**** Data

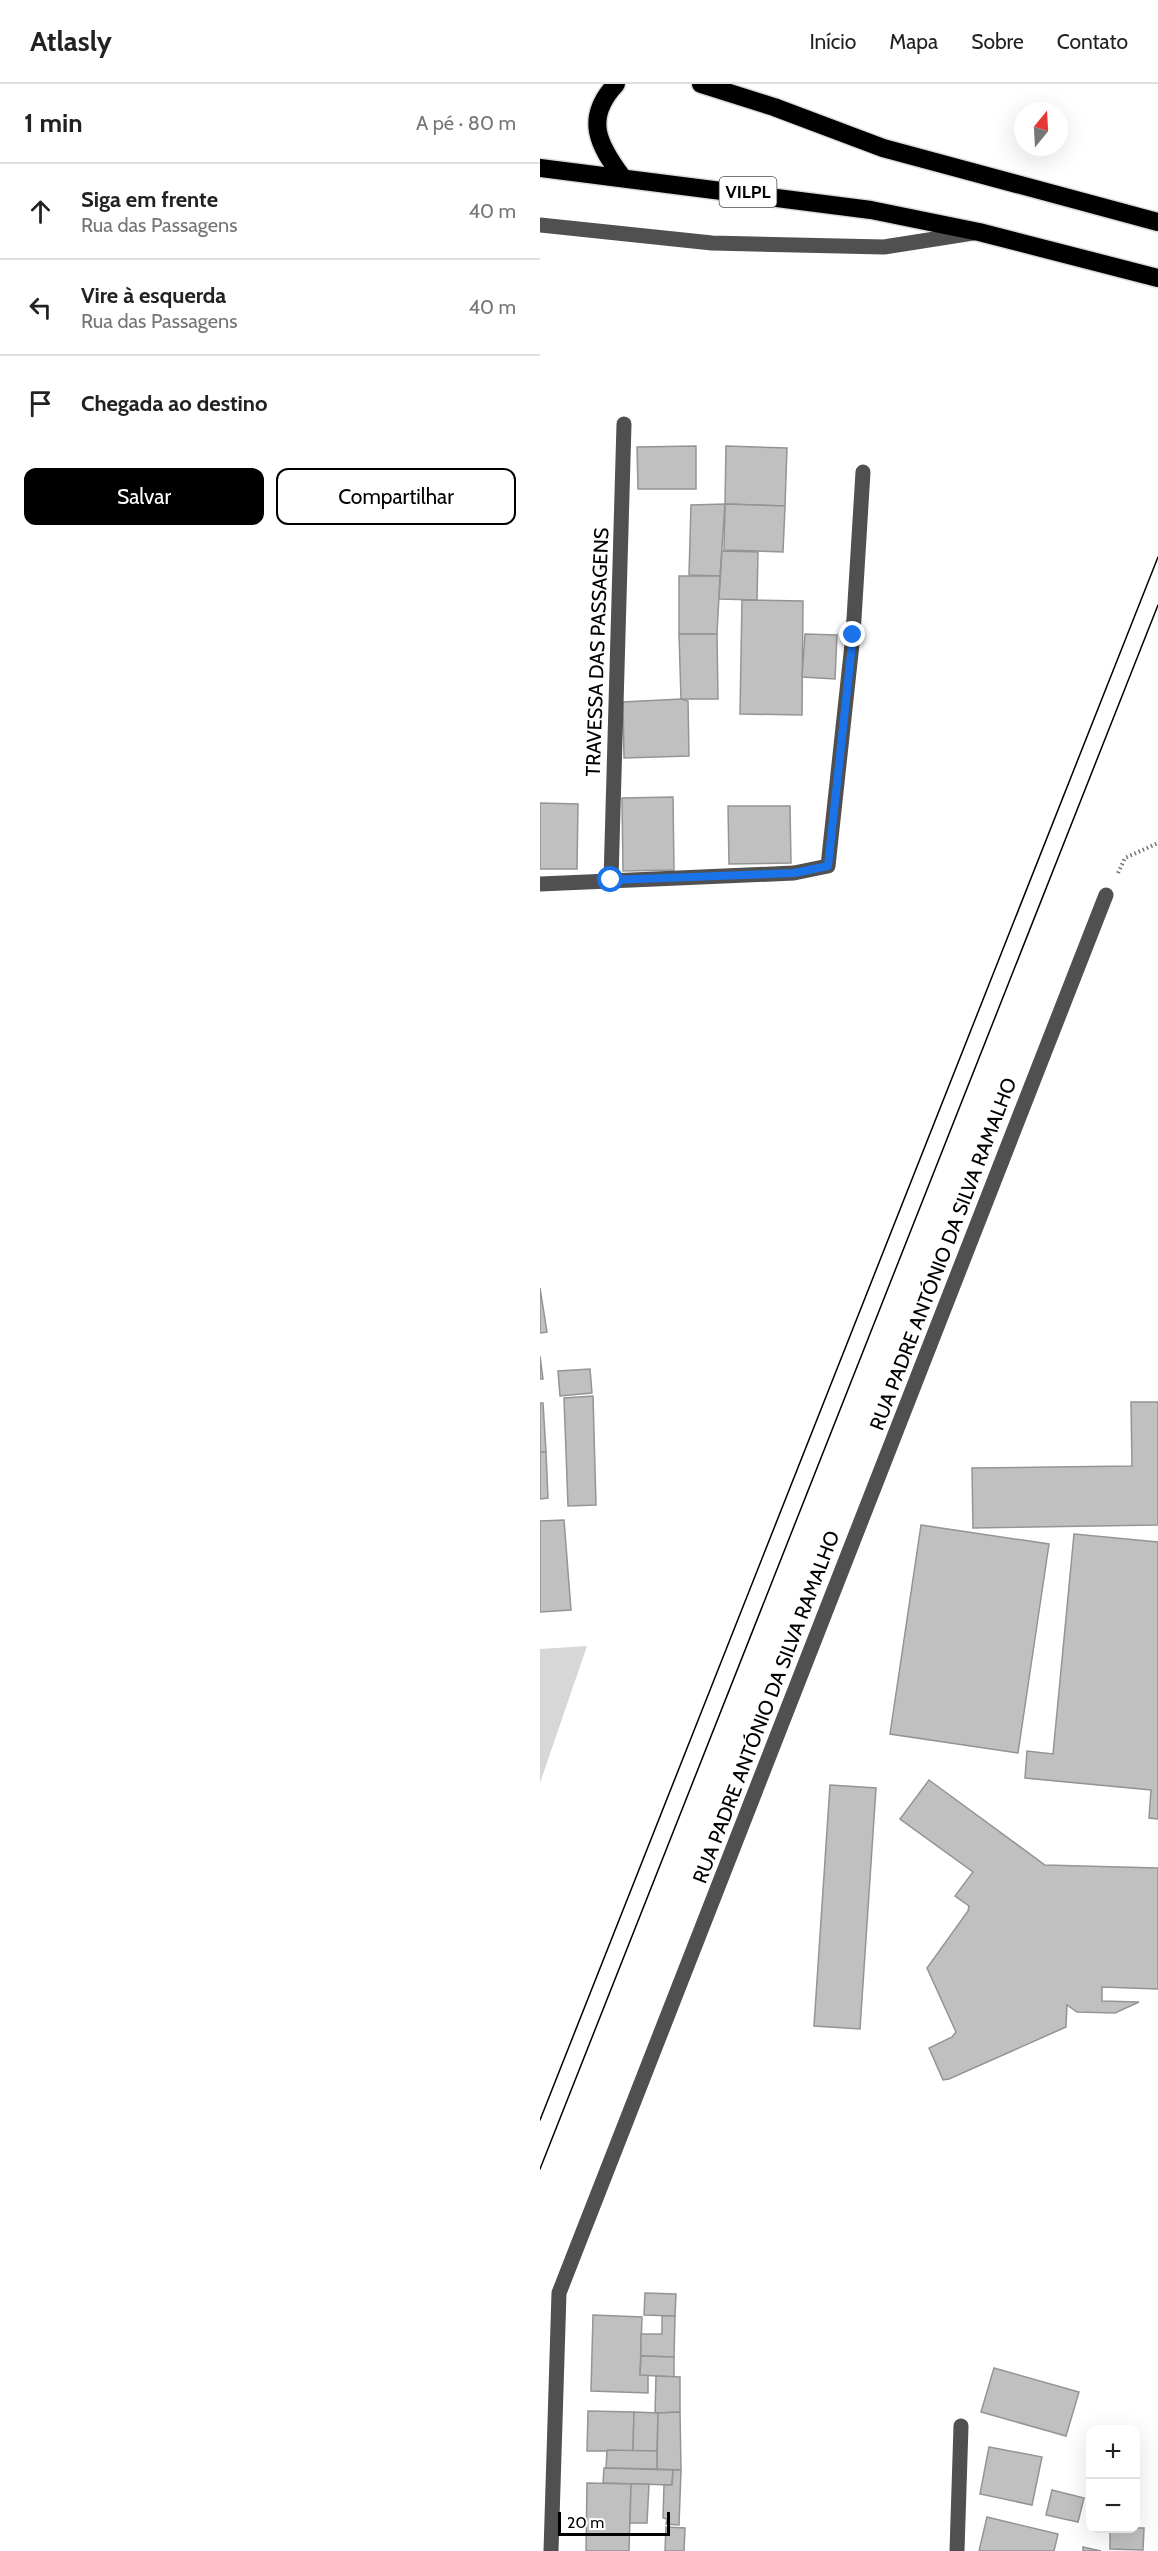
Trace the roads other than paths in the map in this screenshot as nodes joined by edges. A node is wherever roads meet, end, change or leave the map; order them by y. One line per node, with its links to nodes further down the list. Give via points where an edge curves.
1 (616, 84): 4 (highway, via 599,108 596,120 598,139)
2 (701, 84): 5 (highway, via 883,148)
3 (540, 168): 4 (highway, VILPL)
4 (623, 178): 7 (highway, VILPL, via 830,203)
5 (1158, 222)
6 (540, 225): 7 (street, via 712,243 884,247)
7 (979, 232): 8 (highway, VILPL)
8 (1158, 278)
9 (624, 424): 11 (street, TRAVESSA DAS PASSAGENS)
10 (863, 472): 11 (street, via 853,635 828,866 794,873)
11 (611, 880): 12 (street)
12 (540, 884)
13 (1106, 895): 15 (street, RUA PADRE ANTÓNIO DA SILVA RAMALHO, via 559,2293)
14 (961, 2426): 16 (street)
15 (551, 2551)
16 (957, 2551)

********

• [What the task requires]
Exactly repeat the data above; the pictures do not belong in your copy.

• [Your solution]
Trace the roads other than paths in the map in this screenshot as nodes joined by edges. A node is wherever roads meet, end, change or leave the map; order them by y. One line per node, with its links to nodes further down the list. Give via points where an edge curves.
1 (616, 84): 4 (highway, via 599,108 596,120 598,139)
2 (701, 84): 5 (highway, via 883,148)
3 (540, 168): 4 (highway, VILPL)
4 (623, 178): 7 (highway, VILPL, via 830,203)
5 (1158, 222)
6 (540, 225): 7 (street, via 712,243 884,247)
7 (979, 232): 8 (highway, VILPL)
8 (1158, 278)
9 (624, 424): 11 (street, TRAVESSA DAS PASSAGENS)
10 (863, 472): 11 (street, via 853,635 828,866 794,873)
11 (611, 880): 12 (street)
12 (540, 884)
13 (1106, 895): 15 (street, RUA PADRE ANTÓNIO DA SILVA RAMALHO, via 559,2293)
14 (961, 2426): 16 (street)
15 (551, 2551)
16 (957, 2551)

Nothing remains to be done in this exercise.